Tally how many lines in the data hold the word "lane", and give the result with no other text.

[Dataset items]

..............................

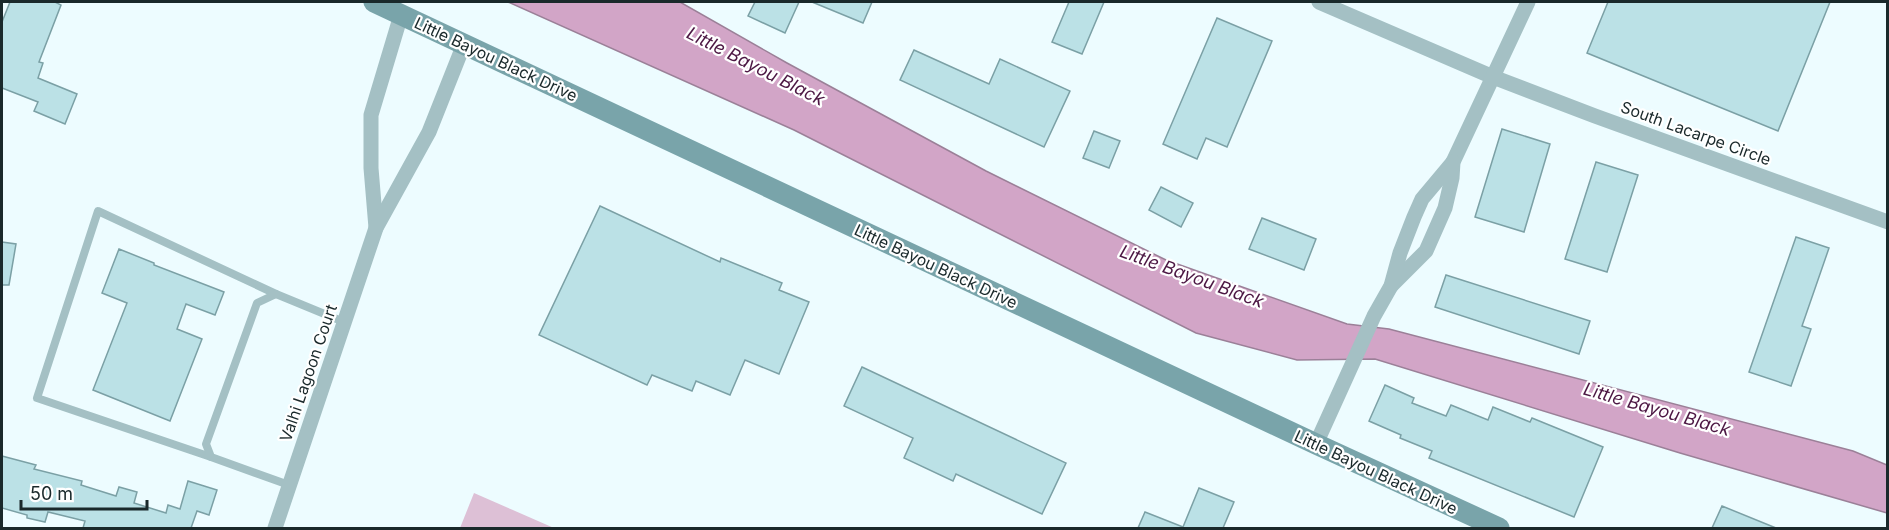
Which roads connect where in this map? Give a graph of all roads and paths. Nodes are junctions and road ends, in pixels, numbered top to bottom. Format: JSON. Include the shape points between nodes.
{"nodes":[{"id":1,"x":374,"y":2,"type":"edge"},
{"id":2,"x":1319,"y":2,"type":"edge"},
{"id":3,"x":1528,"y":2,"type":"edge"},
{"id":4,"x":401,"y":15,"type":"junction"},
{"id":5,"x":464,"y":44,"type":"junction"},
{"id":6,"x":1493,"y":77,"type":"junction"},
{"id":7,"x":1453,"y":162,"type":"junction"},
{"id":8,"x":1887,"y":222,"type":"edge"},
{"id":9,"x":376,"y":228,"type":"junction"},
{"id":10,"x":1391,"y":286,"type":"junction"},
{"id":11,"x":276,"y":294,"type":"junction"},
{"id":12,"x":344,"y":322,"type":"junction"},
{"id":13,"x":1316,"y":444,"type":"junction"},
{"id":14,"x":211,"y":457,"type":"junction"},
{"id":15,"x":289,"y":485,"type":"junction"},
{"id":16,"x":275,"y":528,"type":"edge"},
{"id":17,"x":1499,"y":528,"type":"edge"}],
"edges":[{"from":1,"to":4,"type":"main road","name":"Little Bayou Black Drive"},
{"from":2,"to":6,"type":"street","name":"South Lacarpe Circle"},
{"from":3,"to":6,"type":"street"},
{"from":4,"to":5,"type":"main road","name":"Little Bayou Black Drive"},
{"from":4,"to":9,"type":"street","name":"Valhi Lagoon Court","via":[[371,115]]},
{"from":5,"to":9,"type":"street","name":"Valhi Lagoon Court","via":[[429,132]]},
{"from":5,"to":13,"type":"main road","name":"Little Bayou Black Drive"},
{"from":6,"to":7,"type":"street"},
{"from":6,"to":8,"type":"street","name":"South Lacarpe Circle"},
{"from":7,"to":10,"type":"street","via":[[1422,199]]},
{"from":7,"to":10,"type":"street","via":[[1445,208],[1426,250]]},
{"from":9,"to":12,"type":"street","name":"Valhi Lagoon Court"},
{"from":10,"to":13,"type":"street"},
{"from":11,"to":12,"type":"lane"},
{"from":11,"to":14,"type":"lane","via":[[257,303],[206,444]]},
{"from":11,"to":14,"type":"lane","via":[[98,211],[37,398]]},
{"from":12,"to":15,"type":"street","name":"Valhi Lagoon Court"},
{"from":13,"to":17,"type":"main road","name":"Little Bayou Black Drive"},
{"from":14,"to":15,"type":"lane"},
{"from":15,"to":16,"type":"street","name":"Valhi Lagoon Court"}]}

..............................

**Task result**
4